Prompt:
Which lines below contain the word "Hurford"? Copy each one.

Stored data entries
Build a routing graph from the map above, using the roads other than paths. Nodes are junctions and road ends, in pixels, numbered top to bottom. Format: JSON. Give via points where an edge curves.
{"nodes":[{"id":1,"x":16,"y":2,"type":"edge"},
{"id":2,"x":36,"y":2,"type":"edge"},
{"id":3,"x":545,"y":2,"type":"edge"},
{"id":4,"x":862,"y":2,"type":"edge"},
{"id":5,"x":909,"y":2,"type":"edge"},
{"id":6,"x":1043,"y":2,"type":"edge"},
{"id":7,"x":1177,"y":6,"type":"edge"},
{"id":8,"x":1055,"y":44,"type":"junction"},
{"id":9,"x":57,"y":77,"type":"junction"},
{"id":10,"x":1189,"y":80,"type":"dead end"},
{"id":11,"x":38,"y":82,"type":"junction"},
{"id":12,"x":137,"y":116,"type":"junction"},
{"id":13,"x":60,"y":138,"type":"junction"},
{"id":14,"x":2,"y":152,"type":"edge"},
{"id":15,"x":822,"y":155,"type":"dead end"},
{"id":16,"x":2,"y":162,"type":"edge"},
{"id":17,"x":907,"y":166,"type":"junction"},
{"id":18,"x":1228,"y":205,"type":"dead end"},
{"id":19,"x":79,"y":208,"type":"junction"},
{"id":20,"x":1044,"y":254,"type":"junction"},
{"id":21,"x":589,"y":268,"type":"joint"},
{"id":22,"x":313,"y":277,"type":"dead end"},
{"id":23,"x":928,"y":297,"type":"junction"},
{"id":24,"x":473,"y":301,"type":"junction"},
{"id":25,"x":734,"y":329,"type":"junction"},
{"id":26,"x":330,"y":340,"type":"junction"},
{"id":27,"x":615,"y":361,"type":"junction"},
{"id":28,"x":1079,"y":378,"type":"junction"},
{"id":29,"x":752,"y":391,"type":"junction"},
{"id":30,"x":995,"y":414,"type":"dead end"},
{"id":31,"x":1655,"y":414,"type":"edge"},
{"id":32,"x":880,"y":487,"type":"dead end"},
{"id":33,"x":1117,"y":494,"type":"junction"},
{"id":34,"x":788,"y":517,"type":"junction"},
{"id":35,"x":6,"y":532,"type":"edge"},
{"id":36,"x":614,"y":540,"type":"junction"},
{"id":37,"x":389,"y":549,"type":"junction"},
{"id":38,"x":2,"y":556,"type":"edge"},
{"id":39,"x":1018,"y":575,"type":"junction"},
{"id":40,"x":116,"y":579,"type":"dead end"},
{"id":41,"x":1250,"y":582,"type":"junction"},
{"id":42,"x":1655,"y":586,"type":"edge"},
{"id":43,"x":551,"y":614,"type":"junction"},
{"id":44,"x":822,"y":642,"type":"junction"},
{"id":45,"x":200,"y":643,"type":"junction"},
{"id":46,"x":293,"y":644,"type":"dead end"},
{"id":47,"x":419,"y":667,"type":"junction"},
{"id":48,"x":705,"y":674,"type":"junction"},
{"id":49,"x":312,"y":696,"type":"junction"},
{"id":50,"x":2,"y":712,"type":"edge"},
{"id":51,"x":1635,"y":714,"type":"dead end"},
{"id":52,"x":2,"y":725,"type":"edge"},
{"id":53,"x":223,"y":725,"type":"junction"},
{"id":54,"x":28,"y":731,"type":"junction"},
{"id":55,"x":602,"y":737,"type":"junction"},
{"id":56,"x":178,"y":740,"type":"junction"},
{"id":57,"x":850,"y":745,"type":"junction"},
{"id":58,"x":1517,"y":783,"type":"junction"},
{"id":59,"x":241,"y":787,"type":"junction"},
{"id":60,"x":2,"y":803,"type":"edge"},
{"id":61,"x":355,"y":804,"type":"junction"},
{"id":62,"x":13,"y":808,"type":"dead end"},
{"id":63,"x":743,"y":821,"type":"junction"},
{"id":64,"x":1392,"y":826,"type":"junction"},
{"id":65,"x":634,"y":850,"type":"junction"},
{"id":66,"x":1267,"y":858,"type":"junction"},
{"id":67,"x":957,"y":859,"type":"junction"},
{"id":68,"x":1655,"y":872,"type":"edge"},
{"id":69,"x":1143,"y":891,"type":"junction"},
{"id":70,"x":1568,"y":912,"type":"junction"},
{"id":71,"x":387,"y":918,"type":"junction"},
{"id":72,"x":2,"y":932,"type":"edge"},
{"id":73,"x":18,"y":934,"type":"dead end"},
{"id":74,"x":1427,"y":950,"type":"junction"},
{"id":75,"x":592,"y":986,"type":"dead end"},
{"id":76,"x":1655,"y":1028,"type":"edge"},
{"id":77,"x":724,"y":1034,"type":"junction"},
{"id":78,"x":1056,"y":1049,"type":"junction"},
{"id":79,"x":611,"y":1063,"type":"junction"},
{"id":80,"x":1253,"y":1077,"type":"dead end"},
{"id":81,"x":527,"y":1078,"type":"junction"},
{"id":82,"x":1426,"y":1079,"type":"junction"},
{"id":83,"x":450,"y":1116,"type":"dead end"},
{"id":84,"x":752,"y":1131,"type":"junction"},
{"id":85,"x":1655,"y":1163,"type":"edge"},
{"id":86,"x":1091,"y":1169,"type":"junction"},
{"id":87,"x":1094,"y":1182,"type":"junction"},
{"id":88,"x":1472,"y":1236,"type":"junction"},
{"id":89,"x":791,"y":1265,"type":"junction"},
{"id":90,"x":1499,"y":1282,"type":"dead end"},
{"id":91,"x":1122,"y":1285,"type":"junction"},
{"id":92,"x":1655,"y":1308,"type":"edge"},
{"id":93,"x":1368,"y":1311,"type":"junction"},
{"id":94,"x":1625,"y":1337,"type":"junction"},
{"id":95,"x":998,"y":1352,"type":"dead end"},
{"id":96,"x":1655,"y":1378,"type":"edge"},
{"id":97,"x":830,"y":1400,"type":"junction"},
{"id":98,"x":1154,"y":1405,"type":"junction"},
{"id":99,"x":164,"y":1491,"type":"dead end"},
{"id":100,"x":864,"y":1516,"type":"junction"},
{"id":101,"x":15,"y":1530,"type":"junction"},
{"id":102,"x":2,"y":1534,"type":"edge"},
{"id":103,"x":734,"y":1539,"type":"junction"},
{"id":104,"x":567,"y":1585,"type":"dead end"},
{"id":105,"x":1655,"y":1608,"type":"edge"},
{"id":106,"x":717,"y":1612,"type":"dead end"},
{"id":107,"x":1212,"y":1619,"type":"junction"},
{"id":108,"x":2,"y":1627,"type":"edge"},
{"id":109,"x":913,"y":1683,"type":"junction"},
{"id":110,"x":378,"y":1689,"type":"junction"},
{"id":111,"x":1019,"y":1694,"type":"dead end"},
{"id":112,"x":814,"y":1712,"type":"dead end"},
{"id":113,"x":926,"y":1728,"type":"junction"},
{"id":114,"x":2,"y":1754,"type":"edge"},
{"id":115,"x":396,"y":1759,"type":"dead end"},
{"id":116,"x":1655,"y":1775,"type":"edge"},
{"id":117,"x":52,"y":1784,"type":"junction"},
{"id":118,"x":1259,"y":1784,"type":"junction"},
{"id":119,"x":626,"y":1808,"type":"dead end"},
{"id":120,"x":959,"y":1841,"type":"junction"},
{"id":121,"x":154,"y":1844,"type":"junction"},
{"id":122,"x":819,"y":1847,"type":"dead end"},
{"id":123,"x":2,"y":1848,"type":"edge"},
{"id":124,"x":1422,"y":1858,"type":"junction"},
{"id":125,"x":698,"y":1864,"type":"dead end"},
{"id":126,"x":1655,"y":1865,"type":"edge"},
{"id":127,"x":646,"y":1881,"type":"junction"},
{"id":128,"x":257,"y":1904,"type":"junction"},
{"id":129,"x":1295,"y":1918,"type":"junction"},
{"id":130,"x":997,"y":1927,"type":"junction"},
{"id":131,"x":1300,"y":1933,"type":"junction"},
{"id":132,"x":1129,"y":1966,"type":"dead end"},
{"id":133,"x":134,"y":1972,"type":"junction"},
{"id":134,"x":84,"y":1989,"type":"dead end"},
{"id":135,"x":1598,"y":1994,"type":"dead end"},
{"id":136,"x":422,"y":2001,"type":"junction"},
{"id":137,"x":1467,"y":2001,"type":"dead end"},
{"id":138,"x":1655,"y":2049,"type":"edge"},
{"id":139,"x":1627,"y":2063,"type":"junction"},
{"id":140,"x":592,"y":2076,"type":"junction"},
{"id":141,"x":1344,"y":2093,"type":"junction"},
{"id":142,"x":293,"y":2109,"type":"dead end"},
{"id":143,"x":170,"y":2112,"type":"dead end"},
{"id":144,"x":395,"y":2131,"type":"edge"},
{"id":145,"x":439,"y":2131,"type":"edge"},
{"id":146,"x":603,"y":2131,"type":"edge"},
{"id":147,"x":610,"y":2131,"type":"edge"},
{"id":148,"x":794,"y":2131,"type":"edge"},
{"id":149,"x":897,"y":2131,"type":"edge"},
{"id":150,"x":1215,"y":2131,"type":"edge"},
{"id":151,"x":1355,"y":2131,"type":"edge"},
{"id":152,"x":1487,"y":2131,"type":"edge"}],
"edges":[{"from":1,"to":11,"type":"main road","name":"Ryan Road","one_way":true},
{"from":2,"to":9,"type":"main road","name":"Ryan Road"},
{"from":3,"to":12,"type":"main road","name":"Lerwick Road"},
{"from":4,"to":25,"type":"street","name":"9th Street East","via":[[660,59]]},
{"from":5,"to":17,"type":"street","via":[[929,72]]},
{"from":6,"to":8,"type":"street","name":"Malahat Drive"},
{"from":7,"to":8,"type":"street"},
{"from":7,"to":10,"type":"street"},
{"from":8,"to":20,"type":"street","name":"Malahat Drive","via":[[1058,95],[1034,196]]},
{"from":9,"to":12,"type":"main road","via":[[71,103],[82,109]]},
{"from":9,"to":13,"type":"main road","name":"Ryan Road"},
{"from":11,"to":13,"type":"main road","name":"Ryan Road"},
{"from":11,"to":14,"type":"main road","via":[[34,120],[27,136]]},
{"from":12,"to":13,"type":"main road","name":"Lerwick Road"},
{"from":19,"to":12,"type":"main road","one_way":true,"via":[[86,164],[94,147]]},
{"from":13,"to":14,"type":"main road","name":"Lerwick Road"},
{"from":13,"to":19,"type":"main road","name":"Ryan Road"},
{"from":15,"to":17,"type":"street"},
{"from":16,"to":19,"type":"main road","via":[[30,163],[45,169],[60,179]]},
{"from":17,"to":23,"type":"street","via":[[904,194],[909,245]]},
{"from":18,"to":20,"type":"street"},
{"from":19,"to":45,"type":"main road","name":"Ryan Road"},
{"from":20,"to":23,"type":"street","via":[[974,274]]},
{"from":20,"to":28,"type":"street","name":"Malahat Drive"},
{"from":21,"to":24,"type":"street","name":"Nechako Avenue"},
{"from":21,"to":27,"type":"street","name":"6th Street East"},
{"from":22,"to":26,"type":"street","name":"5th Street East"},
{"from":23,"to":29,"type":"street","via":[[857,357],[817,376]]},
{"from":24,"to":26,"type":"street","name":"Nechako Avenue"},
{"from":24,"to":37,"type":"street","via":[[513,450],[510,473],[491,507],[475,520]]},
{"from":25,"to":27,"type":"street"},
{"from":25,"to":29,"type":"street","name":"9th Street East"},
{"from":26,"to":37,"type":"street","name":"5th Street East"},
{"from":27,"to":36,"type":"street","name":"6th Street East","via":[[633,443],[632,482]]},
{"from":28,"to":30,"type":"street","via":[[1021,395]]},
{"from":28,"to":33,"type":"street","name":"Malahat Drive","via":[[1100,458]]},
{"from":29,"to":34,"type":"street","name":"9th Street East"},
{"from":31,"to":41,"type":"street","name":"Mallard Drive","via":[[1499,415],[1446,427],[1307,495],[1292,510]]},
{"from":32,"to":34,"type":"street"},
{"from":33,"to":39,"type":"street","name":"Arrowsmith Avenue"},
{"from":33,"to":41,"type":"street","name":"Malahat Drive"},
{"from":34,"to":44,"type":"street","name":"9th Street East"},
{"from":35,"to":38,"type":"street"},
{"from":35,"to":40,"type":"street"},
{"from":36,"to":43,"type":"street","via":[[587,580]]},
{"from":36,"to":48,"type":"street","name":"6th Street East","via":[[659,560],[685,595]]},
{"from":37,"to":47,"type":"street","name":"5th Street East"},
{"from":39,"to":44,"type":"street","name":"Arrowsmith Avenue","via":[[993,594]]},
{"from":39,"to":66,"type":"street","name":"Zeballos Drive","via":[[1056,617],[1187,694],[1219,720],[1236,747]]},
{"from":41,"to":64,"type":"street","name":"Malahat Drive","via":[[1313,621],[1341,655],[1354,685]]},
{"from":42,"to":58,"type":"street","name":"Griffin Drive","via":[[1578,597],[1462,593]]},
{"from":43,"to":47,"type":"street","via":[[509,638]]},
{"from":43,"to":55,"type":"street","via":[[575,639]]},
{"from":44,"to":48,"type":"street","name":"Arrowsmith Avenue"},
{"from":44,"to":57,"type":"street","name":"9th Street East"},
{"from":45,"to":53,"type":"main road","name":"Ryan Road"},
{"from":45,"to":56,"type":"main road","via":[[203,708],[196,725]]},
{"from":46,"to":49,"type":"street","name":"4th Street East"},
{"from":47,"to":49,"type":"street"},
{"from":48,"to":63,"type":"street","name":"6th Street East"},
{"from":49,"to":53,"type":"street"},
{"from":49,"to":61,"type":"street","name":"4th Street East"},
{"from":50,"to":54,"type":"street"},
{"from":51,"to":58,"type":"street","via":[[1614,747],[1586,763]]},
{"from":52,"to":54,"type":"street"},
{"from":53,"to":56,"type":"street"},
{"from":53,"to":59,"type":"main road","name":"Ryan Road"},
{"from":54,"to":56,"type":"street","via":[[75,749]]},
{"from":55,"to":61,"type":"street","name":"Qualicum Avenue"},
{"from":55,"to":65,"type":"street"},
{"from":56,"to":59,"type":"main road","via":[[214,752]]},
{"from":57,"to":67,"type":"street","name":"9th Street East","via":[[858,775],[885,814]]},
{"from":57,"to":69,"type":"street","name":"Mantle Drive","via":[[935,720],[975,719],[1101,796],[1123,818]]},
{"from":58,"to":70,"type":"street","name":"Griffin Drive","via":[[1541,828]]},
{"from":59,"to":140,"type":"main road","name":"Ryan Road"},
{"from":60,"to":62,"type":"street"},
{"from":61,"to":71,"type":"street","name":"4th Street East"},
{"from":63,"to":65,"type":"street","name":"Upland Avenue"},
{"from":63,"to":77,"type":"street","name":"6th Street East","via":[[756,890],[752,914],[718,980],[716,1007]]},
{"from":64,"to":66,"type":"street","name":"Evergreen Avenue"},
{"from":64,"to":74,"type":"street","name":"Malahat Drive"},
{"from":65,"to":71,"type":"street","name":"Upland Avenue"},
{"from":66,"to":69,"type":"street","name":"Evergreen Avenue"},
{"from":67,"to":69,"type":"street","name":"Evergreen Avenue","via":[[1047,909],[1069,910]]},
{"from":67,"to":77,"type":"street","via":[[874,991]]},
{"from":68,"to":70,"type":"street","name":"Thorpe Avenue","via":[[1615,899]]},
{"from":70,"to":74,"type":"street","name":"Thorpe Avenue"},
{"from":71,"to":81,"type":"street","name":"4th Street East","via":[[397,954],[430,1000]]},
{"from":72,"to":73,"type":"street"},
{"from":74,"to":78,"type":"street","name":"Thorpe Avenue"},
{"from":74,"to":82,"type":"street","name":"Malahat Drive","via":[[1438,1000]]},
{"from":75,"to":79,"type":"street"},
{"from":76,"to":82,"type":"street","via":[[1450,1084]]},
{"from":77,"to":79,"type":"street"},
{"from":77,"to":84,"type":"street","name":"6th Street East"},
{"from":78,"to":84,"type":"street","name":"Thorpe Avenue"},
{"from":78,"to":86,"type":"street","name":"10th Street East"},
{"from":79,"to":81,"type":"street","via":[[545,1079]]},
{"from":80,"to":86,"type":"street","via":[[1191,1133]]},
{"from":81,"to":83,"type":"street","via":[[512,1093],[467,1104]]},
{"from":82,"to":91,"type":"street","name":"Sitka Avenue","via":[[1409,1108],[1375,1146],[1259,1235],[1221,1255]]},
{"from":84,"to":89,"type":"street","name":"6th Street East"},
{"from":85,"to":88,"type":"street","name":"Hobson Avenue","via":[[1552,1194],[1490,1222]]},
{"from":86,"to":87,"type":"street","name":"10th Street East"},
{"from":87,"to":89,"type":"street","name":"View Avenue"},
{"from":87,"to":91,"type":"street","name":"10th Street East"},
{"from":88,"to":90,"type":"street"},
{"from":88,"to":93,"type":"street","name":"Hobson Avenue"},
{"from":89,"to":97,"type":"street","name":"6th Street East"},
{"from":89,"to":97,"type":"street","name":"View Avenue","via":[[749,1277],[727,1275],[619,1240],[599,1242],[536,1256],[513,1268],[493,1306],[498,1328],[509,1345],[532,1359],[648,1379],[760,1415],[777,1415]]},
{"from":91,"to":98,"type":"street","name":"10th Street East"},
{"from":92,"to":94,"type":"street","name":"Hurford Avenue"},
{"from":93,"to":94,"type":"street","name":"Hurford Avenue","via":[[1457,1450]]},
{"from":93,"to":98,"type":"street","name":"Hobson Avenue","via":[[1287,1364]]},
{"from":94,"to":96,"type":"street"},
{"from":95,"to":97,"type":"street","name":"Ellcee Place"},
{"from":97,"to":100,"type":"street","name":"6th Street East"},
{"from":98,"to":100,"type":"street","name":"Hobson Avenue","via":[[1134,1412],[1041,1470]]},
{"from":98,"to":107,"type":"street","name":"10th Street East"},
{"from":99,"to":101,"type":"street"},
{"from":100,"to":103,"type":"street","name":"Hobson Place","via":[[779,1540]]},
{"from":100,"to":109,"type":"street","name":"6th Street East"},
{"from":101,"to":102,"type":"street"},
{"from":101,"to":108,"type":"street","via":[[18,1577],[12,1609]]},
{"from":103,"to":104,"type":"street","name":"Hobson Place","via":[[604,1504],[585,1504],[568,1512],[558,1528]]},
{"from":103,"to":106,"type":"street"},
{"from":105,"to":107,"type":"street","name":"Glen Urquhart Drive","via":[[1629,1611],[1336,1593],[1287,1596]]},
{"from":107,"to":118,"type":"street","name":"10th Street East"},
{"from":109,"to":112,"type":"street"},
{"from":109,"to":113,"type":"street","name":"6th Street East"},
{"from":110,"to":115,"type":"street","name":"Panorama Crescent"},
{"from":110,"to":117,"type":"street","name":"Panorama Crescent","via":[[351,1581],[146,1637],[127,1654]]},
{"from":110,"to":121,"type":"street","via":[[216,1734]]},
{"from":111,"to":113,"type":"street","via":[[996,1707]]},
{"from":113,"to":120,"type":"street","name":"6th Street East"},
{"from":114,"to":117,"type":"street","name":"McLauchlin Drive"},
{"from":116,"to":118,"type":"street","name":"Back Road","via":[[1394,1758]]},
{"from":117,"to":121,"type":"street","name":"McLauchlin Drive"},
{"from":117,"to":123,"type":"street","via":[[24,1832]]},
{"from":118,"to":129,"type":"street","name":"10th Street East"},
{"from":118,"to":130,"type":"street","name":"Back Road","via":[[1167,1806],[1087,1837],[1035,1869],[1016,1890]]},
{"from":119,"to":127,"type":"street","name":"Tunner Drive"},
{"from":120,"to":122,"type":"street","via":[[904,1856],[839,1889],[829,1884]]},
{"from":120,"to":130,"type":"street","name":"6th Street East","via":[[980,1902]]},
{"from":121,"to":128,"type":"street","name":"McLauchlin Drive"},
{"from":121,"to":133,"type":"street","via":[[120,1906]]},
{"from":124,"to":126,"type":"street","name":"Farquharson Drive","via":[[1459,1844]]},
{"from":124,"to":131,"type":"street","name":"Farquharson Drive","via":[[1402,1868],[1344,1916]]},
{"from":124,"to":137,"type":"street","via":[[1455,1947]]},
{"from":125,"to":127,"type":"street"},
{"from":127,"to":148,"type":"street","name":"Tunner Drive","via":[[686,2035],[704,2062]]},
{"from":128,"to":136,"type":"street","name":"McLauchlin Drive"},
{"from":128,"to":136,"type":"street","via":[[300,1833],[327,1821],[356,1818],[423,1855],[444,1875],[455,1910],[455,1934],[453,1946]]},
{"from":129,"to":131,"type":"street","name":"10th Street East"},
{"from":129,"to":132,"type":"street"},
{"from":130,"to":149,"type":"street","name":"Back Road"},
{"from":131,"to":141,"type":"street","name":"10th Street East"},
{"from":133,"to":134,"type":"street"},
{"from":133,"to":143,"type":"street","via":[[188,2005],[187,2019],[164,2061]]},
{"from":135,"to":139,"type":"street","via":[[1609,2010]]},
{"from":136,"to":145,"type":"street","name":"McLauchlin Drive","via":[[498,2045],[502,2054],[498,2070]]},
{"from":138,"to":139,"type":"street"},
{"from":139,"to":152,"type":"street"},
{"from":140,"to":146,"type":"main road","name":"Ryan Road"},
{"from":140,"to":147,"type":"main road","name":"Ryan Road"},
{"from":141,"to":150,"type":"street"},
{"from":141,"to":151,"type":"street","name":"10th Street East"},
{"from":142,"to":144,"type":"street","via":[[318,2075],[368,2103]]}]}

Exercise response:
{"from":92,"to":94,"type":"street","name":"Hurford Avenue"},
{"from":93,"to":94,"type":"street","name":"Hurford Avenue","via":[[1457,1450]]},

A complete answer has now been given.